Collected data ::
————————

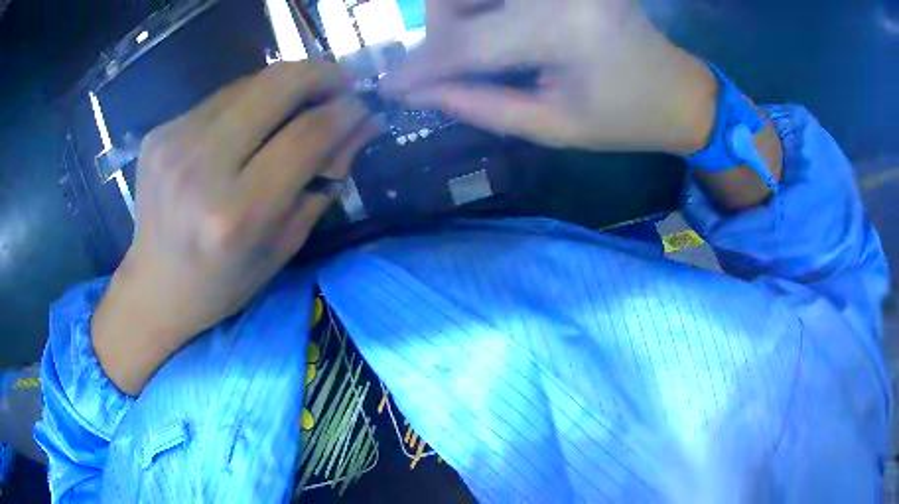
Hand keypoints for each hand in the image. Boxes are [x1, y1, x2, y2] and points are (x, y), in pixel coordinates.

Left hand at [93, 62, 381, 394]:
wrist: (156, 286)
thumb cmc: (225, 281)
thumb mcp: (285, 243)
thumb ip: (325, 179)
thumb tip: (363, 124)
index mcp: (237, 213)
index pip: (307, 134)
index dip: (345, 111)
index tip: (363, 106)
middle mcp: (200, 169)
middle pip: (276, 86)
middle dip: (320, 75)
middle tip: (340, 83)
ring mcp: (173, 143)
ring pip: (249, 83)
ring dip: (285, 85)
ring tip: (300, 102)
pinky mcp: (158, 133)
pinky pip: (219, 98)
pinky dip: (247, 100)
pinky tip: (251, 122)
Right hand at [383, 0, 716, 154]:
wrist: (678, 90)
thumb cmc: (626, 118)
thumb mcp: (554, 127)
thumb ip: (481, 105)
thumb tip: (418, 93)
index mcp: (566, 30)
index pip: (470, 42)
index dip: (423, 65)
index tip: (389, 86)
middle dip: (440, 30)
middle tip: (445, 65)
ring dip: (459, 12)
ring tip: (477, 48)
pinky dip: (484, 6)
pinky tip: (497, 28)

————————

WORK INSTRUCTION :: Which lines hold the string "thumb"? Copy all of them from the data above.

WRITTEN SOLUTION ::
thumb cmc: (225, 281)
thumb mcp: (285, 243)
thumb ip: (325, 179)
thumb tip: (363, 124)
thumb cmc: (626, 118)
thumb mcp: (554, 127)
thumb ip: (481, 105)
thumb tip: (418, 93)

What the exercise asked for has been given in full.